» Task to carry out: Without the pictures, return each record as it appears.

» Data listing:
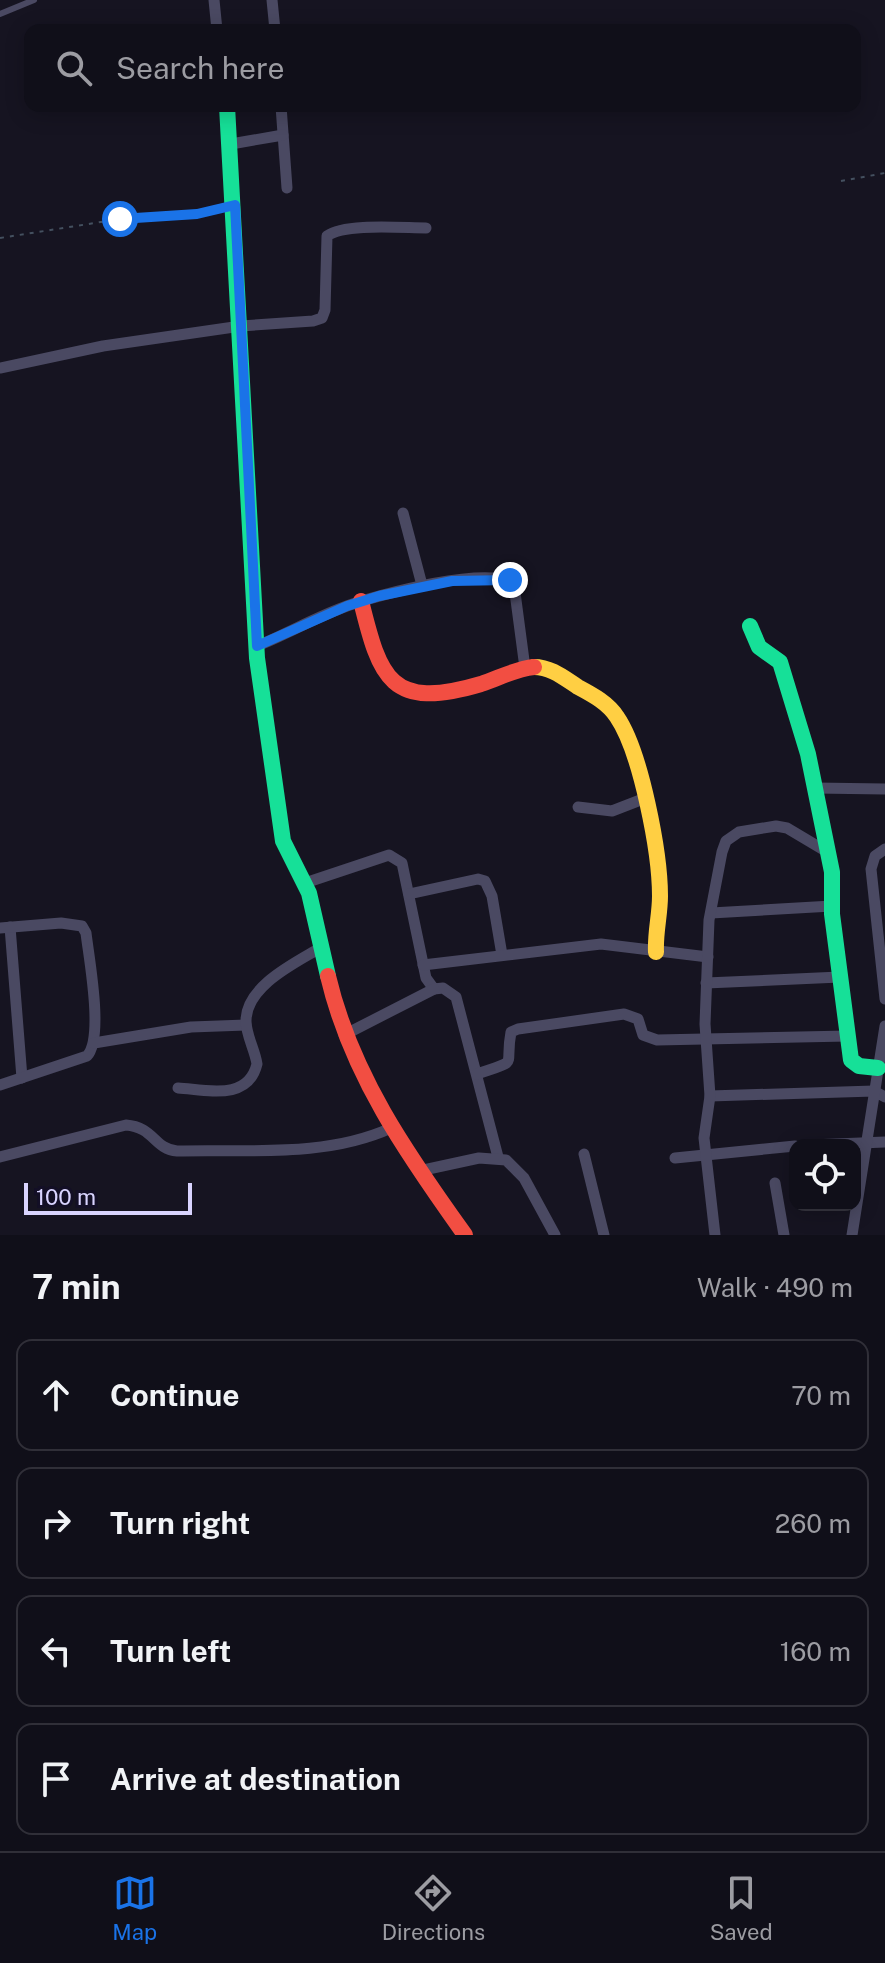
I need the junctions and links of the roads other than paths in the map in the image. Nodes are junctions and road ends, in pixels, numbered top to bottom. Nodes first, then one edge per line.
1 (34, 0) edge
2 (214, 0) edge
3 (272, 0) edge
4 (0, 14) edge
5 (216, 24) edge
6 (274, 24) edge
7 (228, 112) edge
8 (281, 112) edge
9 (283, 135) junction
10 (231, 144) junction
11 (287, 188) dead end
12 (426, 228) dead end
13 (241, 326) junction
14 (0, 368) edge
15 (403, 513) dead end
16 (422, 585) junction
17 (361, 601) junction
18 (750, 626) dead end
19 (257, 646) junction
20 (525, 668) junction
21 (815, 788) junction
22 (885, 789) edge
23 (643, 799) junction
24 (578, 807) dead end
25 (885, 849) edge
26 (829, 853) junction
27 (305, 883) junction
28 (409, 894) junction
29 (832, 906) junction
30 (711, 913) junction
31 (5, 927) edge
32 (320, 948) junction
33 (656, 952) junction
34 (502, 955) junction
35 (708, 957) junction
36 (423, 965) junction
37 (840, 977) junction
38 (706, 983) junction
39 (434, 989) junction
40 (885, 999) edge
41 (246, 1025) junction
42 (885, 1026) edge
43 (344, 1035) junction
44 (848, 1036) junction
45 (706, 1039) junction
46 (94, 1043) junction
47 (878, 1068) junction
48 (477, 1074) junction
49 (22, 1078) junction
50 (0, 1085) edge
51 (178, 1088) dead end
52 (880, 1094) edge
53 (710, 1096) junction
54 (391, 1128) junction
55 (861, 1142) edge
56 (865, 1142) junction
57 (885, 1142) edge
58 (789, 1146) edge
59 (706, 1153) junction
60 (584, 1154) dead end
61 (0, 1157) edge
62 (498, 1157) junction
63 (675, 1158) dead end
64 (419, 1171) junction
65 (775, 1183) dead end
66 (465, 1235) edge
67 (555, 1235) edge
68 (604, 1235) edge
69 (715, 1235) edge
70 (784, 1235) edge
71 (852, 1235) edge

1 - 4 lane
2 - 5 street
3 - 6 street
7 - 10 street
8 - 9 street
9 - 10 street
9 - 11 street
10 - 13 street
12 - 13 street
13 - 14 street
13 - 19 street
15 - 16 street
16 - 17 street
16 - 20 street
17 - 19 street
17 - 20 street
18 - 21 street
19 - 27 street
20 - 23 street
21 - 22 street
21 - 26 street
23 - 24 street
23 - 33 street
25 - 40 street
26 - 29 street
26 - 30 street
27 - 28 street
27 - 32 street
28 - 34 street
28 - 36 street
29 - 30 street
29 - 37 street
30 - 35 street
31 - 46 street
31 - 49 street
32 - 41 street
32 - 43 street
33 - 34 street
33 - 35 street
34 - 36 street
35 - 38 street
36 - 39 street
37 - 38 street
37 - 44 street
38 - 45 street
39 - 43 street
39 - 48 street
41 - 46 street
41 - 51 street
42 - 47 street
43 - 54 street
44 - 45 street
44 - 47 street
45 - 48 street
45 - 53 street
46 - 49 street
47 - 52 street
48 - 62 street
49 - 50 street
52 - 53 street
52 - 56 street
53 - 59 street
54 - 61 street
54 - 64 street
55 - 56 street
56 - 57 street
56 - 71 street
58 - 59 street
59 - 63 street
59 - 69 street
60 - 68 street
62 - 64 street
62 - 67 street
64 - 66 street
65 - 70 street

» Answer for this exercise:
I need the junctions and links of the roads other than paths in the map in the image. Nodes are junctions and road ends, in pixels, numbered top to bottom. Nodes first, then one edge per line.
1 (34, 0) edge
2 (214, 0) edge
3 (272, 0) edge
4 (0, 14) edge
5 (216, 24) edge
6 (274, 24) edge
7 (228, 112) edge
8 (281, 112) edge
9 (283, 135) junction
10 (231, 144) junction
11 (287, 188) dead end
12 (426, 228) dead end
13 (241, 326) junction
14 (0, 368) edge
15 (403, 513) dead end
16 (422, 585) junction
17 (361, 601) junction
18 (750, 626) dead end
19 (257, 646) junction
20 (525, 668) junction
21 (815, 788) junction
22 (885, 789) edge
23 (643, 799) junction
24 (578, 807) dead end
25 (885, 849) edge
26 (829, 853) junction
27 (305, 883) junction
28 (409, 894) junction
29 (832, 906) junction
30 (711, 913) junction
31 (5, 927) edge
32 (320, 948) junction
33 (656, 952) junction
34 (502, 955) junction
35 (708, 957) junction
36 (423, 965) junction
37 (840, 977) junction
38 (706, 983) junction
39 (434, 989) junction
40 (885, 999) edge
41 (246, 1025) junction
42 (885, 1026) edge
43 (344, 1035) junction
44 (848, 1036) junction
45 (706, 1039) junction
46 (94, 1043) junction
47 (878, 1068) junction
48 (477, 1074) junction
49 (22, 1078) junction
50 (0, 1085) edge
51 (178, 1088) dead end
52 (880, 1094) edge
53 (710, 1096) junction
54 (391, 1128) junction
55 (861, 1142) edge
56 (865, 1142) junction
57 (885, 1142) edge
58 (789, 1146) edge
59 (706, 1153) junction
60 (584, 1154) dead end
61 (0, 1157) edge
62 (498, 1157) junction
63 (675, 1158) dead end
64 (419, 1171) junction
65 (775, 1183) dead end
66 (465, 1235) edge
67 (555, 1235) edge
68 (604, 1235) edge
69 (715, 1235) edge
70 (784, 1235) edge
71 (852, 1235) edge

1 - 4 lane
2 - 5 street
3 - 6 street
7 - 10 street
8 - 9 street
9 - 10 street
9 - 11 street
10 - 13 street
12 - 13 street
13 - 14 street
13 - 19 street
15 - 16 street
16 - 17 street
16 - 20 street
17 - 19 street
17 - 20 street
18 - 21 street
19 - 27 street
20 - 23 street
21 - 22 street
21 - 26 street
23 - 24 street
23 - 33 street
25 - 40 street
26 - 29 street
26 - 30 street
27 - 28 street
27 - 32 street
28 - 34 street
28 - 36 street
29 - 30 street
29 - 37 street
30 - 35 street
31 - 46 street
31 - 49 street
32 - 41 street
32 - 43 street
33 - 34 street
33 - 35 street
34 - 36 street
35 - 38 street
36 - 39 street
37 - 38 street
37 - 44 street
38 - 45 street
39 - 43 street
39 - 48 street
41 - 46 street
41 - 51 street
42 - 47 street
43 - 54 street
44 - 45 street
44 - 47 street
45 - 48 street
45 - 53 street
46 - 49 street
47 - 52 street
48 - 62 street
49 - 50 street
52 - 53 street
52 - 56 street
53 - 59 street
54 - 61 street
54 - 64 street
55 - 56 street
56 - 57 street
56 - 71 street
58 - 59 street
59 - 63 street
59 - 69 street
60 - 68 street
62 - 64 street
62 - 67 street
64 - 66 street
65 - 70 street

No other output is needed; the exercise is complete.